After years of resistance, Wikimedia Foundation has registered under Indonesia's Electronic System Operator (PSE) framework, the Ministry of Communication and Information Technology confirmed Monday, bringing Wikipedia and its sister projects under the same content takedown and data localization rules that govern Facebook, Google, and TikTok.
The registration, first reported by Kompas, makes Wikimedia one of the last major holdouts to comply with the 2020 regulation, which requires foreign platforms to establish legal entities or representatives in Indonesia, respond to government content removal requests within four hours for "urgent" cases, and store user data on servers within the country.
Wikimedia had previously argued that registration would compromise its neutrality and expose volunteer editors to government pressure. Indonesia blocked access to Wikipedia briefly in 2017 over an article critical of the government, and activists feared PSE compliance would formalize that kind of censorship.
What changed? Indonesia began enforcing the law more aggressively in 2024, temporarily blocking platforms including PayPal, Steam, and Epic Games for non-compliance. The Ministry made clear: register, or lose access to 280 million Indonesians.
Under the PSE framework, Wikimedia must now:
• Appoint an Indonesia-based contact for government requests
• Respond to content takedown orders within 24 hours (four hours if deemed "urgent")
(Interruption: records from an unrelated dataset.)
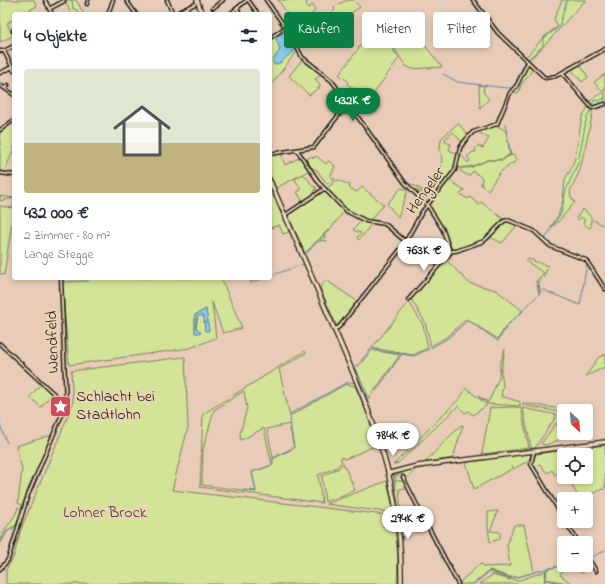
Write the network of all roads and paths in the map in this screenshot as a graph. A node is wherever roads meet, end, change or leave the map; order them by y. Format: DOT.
graph roads {
  1 [pos="45,0"];
  2 [pos="88,0"];
  3 [pos="113,0"];
  4 [pos="126,0"];
  5 [pos="167,0"];
  6 [pos="223,0"];
  7 [pos="248,0"];
  8 [pos="266,0"];
  9 [pos="473,0"];
  10 [pos="64,1"];
  11 [pos="196,2"];
  12 [pos="87,4"];
  13 [pos="49,8"];
  14 [pos="213,8"];
  15 [pos="237,8"];
  16 [pos="51,12"];
  17 [pos="109,12"];
  18 [pos="135,12"];
  19 [pos="173,12"];
  20 [pos="178,12"];
  21 [pos="201,12"];
  22 [pos="232,12"];
  23 [pos="239,12"];
  24 [pos="257,12"];
  25 [pos="284,24"];
  26 [pos="284,28"];
  27 [pos="272,37"];
  28 [pos="12,47"];
  29 [pos="298,48"];
  30 [pos="605,50"];
  31 [pos="0,51"];
  32 [pos="4,51"];
  33 [pos="528,62"];
  34 [pos="11,67"];
  35 [pos="0,73"];
  36 [pos="562,74"];
  37 [pos="0,84"];
  38 [pos="8,85"];
  39 [pos="5,88"];
  40 [pos="12,93"];
  41 [pos="348,103"];
  42 [pos="605,104"];
  43 [pos="12,121"];
  44 [pos="0,130"];
  45 [pos="297,150"];
  46 [pos="272,154"];
  47 [pos="0,173"];
  48 [pos="12,175"];
  49 [pos="272,186"];
  50 [pos="324,188"];
  51 [pos="428,206"];
  52 [pos="285,215"];
  53 [pos="406,242"];
  54 [pos="451,252"];
  55 [pos="62,280"];
  56 [pos="605,289"];
  57 [pos="408,300"];
  58 [pos="335,329"];
  59 [pos="0,344"];
  60 [pos="66,405"];
  61 [pos="605,442"];
  62 [pos="534,451"];
  63 [pos="390,473"];
  64 [pos="403,477"];
  65 [pos="557,507"];
  66 [pos="398,513"];
  67 [pos="422,515"];
  68 [pos="593,566"];
  69 [pos="0,569"];
  70 [pos="596,571"];
  71 [pos="401,584"];
  72 [pos="458,584"];
  1 -- 13 [label="street"];
  2 -- 12 [label="street"];
  3 -- 17 [label="street"];
  4 -- 18 [label="street"];
  5 -- 19 [label="street"];
  6 -- 14 [label="street"];
  7 -- 15 [label="street"];
  7 -- 24 [label="street"];
  8 -- 25 [label="street"];
  9 -- 33 [label="street"];
  10 -- 13 [label="street"];
  11 -- 20 [label="street"];
  11 -- 21 [label="main road"];
  13 -- 16 [label="street"];
  15 -- 22 [label="street"];
  15 -- 23 [label="street"];
  26 -- 27 [label="street"];
  28 -- 32 [label="street"];
  29 -- 41 [label="street"];
  30 -- 36 [label="street"];
  31 -- 32 [label="street"];
  32 -- 34 [label="street"];
  33 -- 36 [label="street"];
  33 -- 51 [label="street, Hengeler"];
  34 -- 35 [label="street"];
  36 -- 42 [label="street"];
  37 -- 39 [label="street"];
  38 -- 39 [label="street"];
  39 -- 40 [label="street"];
  41 -- 45 [label="street"];
  41 -- 51 [label="street"];
  43 -- 44 [label="street"];
  45 -- 46 [label="street"];
  45 -- 50 [label="street"];
  47 -- 48 [label="street"];
  49 -- 52 [label="main road"];
  50 -- 52 [label="street"];
  50 -- 53 [label="street"];
  51 -- 53 [label="street, Hengeler"];
  51 -- 54 [label="street"];
  52 -- 58 [label="main road"];
  53 -- 58 [label="street, Hengeler"];
  54 -- 56 [label="street"];
  54 -- 57 [label="street"];
  55 -- 60 [label="street, Wendfeld"];
  58 -- 63 [label="main road"];
  59 -- 60 [label="street, Wendfeld"];
  60 -- 69 [label="street, Wendfeld"];
  61 -- 62 [label="main road"];
  62 -- 63 [label="main road"];
  62 -- 65 [label="street"];
  63 -- 66 [label="main road"];
  64 -- 67 [label="street"];
  66 -- 67 [label="street"];
  66 -- 71 [label="main road"];
  67 -- 72 [label="street"];
  68 -- 70 [label="street"];
}
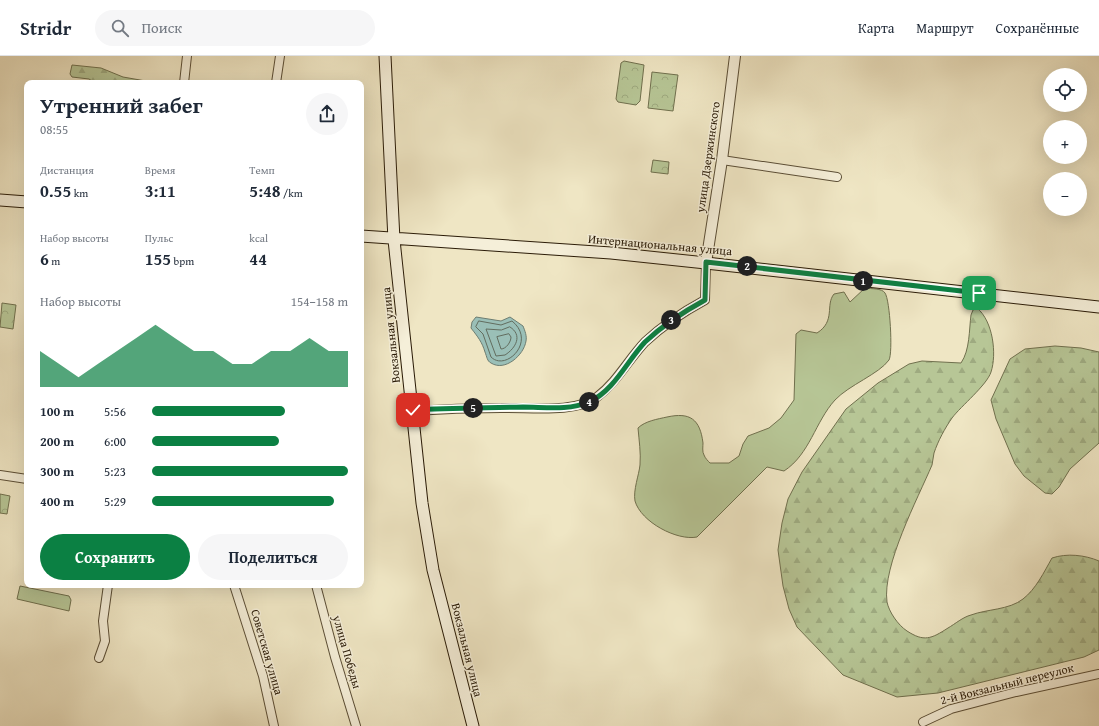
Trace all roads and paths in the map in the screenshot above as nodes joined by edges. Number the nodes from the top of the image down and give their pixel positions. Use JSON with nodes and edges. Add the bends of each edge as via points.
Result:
{"nodes":[{"id":1,"x":187,"y":56,"type":"edge"},
{"id":2,"x":280,"y":56,"type":"edge"},
{"id":3,"x":385,"y":56,"type":"edge"},
{"id":4,"x":734,"y":56,"type":"edge"},
{"id":5,"x":184,"y":80,"type":"edge"},
{"id":6,"x":276,"y":80,"type":"edge"},
{"id":7,"x":722,"y":160,"type":"junction"},
{"id":8,"x":837,"y":177,"type":"dead end"},
{"id":9,"x":0,"y":200,"type":"edge"},
{"id":10,"x":24,"y":202,"type":"edge"},
{"id":11,"x":364,"y":236,"type":"edge"},
{"id":12,"x":394,"y":240,"type":"junction"},
{"id":13,"x":706,"y":262,"type":"junction"},
{"id":14,"x":1099,"y":307,"type":"edge"},
{"id":15,"x":413,"y":410,"type":"junction"},
{"id":16,"x":0,"y":475,"type":"edge"},
{"id":17,"x":24,"y":479,"type":"edge"},
{"id":18,"x":108,"y":588,"type":"edge"},
{"id":19,"x":235,"y":588,"type":"edge"},
{"id":20,"x":317,"y":588,"type":"edge"},
{"id":21,"x":99,"y":658,"type":"dead end"},
{"id":22,"x":1099,"y":674,"type":"edge"},
{"id":23,"x":923,"y":722,"type":"dead end"},
{"id":24,"x":274,"y":726,"type":"edge"},
{"id":25,"x":356,"y":726,"type":"edge"},
{"id":26,"x":473,"y":726,"type":"edge"}],
"edges":[{"from":1,"to":5,"type":"street"},
{"from":2,"to":6,"type":"street"},
{"from":3,"to":12,"type":"main road","name":"Вокзальная улица"},
{"from":4,"to":7,"type":"street","name":"улица Дзержинского"},
{"from":7,"to":8,"type":"street"},
{"from":7,"to":13,"type":"street","name":"улица Дзержинского"},
{"from":9,"to":10,"type":"main road"},
{"from":11,"to":12,"type":"main road","name":"Интернациональная улица"},
{"from":12,"to":13,"type":"main road","name":"Интернациональная улица"},
{"from":12,"to":15,"type":"main road","name":"Вокзальная улица"},
{"from":13,"to":14,"type":"main road","name":"Интернациональная улица"},
{"from":13,"to":15,"type":"street","via":[[705,300],[658,331],[605,390],[589,402],[558,408]]},
{"from":15,"to":26,"type":"main road","name":"Вокзальная улица","via":[[428,545]]},
{"from":16,"to":17,"type":"street"},
{"from":18,"to":21,"type":"street","via":[[103,621],[105,642]]},
{"from":19,"to":24,"type":"street","name":"Советская улица","via":[[261,670]]},
{"from":20,"to":25,"type":"street","name":"улица Победы","via":[[334,657]]},
{"from":22,"to":23,"type":"street","name":"2-й Вокзальный переулок","via":[[951,709]]}]}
• Provide user data upon valid legal request
• Store certain data—likely IP addresses and editing logs—on servers within Indonesia
The data localization requirement is particularly contentious. Digital rights groups warn it gives Jakarta leverage to identify anonymous editors who contribute to articles on sensitive topics—Papua independence movements, LGBTQ rights, Islamic radicalism, government corruption.
Damar Juniarto, executive director of Jakarta-based digital rights group Southeast Asia Freedom of Expression Network, told Kompas the registration is "a pragmatic surrender to avoid being blocked, but it sets a dangerous precedent."
Who else has registered? As of April 2026, more than 12,000 platforms have complied with PSE rules, including Meta, Google, Amazon, Twitter/X, Netflix, Spotify, and Zoom. Notable holdouts include Telegram, which Indonesia has threatened to block multiple times but never followed through on, and Signal, which refuses to comply on principle.
The law has already been used to remove tens of thousands of pieces of content—mostly pornography and gambling sites, but also political satire, LGBTQ advocacy pages, and investigative journalism critical of the government.
Ten countries, 700 million people, one region—and Indonesia's digital sovereignty push is becoming the template. Vietnam, Thailand, and Malaysia have all passed similar laws requiring platforms to register, store data locally, and comply with government takedown requests. The playbook: economic leverage (threat of market access loss) plus legal legitimacy (framed as consumer protection and national security).
For Wikipedia editors in Indonesia, the question is no longer whether the government can identify them. It's whether it will.